Oh yes, a perfect post to read at this time, since my daughter has a little cold herself! I have been dreading her waking up at night crying because she can’t breath. Last night when she woke up crying, and crying and crying, she instantly stopped as soon as I held her. I put her down to grab a diaper to change her and she cried until I came back to her side! It is nice to be able to comfort her when nothing else can!
http://theadventuresofthescottfamily.blogspot.com/
There are advantages to being the mommy nurse, I agree. 🙂 It’s good to be loved and needed.
Beautiful, as always, Becky! I always need that reminder. 🙂
Good to see your smiling face here, Erica!
I completely agree with you on moms needing social outlets. This post is amazing Becky.
Social outlets balanced with quiet times. A tricky feat, but not impossible! Blessings to you and your family, Ashley!
As a mom who had to cancel plans last Friday to stay home with a sick child, this was perfectly timed. I found my frustration at missing my lunch melt into peace as I held my almost 4 year old (how did that happen so fast??) and I cherished my time with her. I am relatively new to your blog and I am so grateful to the friend who shared your blog with me. It seems to speak straight to me and every week I look forward to it!

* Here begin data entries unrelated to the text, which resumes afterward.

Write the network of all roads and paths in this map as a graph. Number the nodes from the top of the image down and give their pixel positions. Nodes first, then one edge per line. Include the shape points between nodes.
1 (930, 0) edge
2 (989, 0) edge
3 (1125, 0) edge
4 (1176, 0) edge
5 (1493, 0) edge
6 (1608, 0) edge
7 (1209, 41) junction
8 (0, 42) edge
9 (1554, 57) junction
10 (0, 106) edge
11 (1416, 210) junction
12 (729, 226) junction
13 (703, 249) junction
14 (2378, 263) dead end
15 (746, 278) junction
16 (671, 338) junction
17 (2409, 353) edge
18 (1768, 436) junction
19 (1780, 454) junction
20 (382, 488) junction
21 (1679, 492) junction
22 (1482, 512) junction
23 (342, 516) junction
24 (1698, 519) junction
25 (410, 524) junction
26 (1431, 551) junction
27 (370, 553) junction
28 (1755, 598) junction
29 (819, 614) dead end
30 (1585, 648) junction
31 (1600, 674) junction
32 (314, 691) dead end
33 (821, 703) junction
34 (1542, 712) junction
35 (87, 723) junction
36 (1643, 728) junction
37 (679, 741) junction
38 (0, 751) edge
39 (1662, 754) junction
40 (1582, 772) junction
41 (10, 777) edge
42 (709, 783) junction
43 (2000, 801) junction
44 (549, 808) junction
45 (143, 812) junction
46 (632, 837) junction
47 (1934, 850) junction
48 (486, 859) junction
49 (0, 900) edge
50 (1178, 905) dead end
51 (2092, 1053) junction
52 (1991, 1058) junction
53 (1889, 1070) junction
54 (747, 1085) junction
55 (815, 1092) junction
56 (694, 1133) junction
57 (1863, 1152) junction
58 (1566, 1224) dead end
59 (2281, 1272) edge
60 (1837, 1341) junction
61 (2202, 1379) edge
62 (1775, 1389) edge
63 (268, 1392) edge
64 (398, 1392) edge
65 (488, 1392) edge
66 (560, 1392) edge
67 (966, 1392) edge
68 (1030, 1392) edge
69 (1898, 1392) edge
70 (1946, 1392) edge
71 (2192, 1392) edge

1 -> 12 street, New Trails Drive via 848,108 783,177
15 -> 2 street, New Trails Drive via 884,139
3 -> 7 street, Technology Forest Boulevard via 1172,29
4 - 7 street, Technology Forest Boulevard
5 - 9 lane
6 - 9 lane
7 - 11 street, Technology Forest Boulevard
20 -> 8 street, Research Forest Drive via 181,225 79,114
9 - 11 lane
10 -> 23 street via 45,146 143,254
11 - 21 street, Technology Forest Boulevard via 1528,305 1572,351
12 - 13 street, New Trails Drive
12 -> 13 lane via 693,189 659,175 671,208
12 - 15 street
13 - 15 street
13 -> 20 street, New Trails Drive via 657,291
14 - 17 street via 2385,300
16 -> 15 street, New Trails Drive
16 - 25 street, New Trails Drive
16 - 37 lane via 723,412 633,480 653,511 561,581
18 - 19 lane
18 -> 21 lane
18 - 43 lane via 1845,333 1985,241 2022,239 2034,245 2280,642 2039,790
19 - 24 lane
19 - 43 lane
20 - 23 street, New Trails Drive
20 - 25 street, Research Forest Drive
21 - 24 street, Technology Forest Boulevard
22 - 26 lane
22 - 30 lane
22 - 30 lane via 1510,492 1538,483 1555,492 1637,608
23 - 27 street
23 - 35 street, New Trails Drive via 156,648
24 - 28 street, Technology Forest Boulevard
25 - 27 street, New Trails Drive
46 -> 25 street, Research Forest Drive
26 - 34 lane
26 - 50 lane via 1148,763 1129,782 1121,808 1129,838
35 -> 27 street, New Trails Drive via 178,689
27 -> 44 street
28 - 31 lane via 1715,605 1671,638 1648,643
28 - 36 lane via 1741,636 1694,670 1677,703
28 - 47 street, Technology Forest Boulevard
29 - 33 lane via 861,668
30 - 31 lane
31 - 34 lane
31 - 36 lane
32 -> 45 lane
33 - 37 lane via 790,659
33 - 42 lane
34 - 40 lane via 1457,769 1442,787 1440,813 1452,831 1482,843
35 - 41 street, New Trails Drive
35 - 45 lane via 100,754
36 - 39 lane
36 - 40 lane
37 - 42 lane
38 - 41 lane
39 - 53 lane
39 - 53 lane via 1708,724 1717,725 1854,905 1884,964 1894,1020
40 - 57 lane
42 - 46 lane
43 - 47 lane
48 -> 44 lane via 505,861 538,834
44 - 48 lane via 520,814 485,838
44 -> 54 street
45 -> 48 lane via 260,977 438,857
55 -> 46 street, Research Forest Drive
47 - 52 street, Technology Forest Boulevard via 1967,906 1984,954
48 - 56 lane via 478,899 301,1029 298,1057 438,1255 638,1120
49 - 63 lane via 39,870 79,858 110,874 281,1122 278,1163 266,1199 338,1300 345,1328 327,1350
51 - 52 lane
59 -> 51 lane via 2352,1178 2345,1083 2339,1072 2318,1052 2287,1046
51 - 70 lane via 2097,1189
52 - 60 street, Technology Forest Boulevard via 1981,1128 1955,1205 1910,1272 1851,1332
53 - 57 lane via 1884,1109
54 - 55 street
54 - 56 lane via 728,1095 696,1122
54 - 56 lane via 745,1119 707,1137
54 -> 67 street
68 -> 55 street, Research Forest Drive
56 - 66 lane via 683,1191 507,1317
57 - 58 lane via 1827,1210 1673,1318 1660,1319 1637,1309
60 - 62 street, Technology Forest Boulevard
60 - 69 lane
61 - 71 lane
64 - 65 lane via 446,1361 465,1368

Thank you so much for reading. I hope your daughter is feeling better!
A wonderful perspective!
Visiting from Things I Can’t Say.
Thanks for stopping by, Amanda!
This sounds like a perfect way to pass the day. Why do we wait until we are sick to slow this way?
Good question, Laura! I wonder the same thing myself.
Too busy, not enough time, squeezing it in. I am guilty of it all. Then in the middle of the day my baby who at 12 is not a baby anymore will sneak up behind me and hug me. For no reason, just because it is what he does. Funny how everything changes with that simple gesture..
I love knowing there are 12-year-olds who still want to hug their moms. 🙂 I hope mine will, too, someday!
Hi I am a follower from the hop and enjoyed your blog. Being a working mom I fear my kids waking up sick because sometimes dread having to leave them with the baby sitter and worrying about them all day. I would love to be there for them… but also enjoy having some time for myself too 🙂
I would love for you to follow back.
Jillian
http://puzzlemecomplete.blogspot.com/2012/11/wordless-wednesday-great-grenada.html
A valuable perspective, Jillian – I know how hard it is to scramble for sick-child care when the calendar is filled with obligations. I’m learning to be more relaxed about dropping everything if I can. Thanks for following!
Oh so lovely. I am usually reluctant to spend tons of time just sitting and reading but when my girl and I slow down long enough to cuddle under a blanket with a stack of books, we pass many beautiful hours. Love the perspective in your words.
I am also reluctant, Tricia – but getting better. Today my girls and I camped out on my bed for half an hour after school watching a cooking show and playing with stuffed animals. Quality time doesn’t require being active, that’s the lesson I’m learning.
My family and I are going through the same thing this week. Sick kids means no MOPS, preschool, or gym. But it also means more stories, movies, and building blocks. Sometimes it’s just nice to slow down and enjoy the little moments.
Stopping by from Pour Your Heart Out
No MOPS!?! Oh, I feel for you. I hope everybody is feeling better very soon… and that those quiet moments stick around long after the sickness has gone.
Sometimes I think that when we’re sick, it’s God’s way of telling us to slow down. It sounds like you got the message.
I learned that the hard way a few times, Adrienne. So true.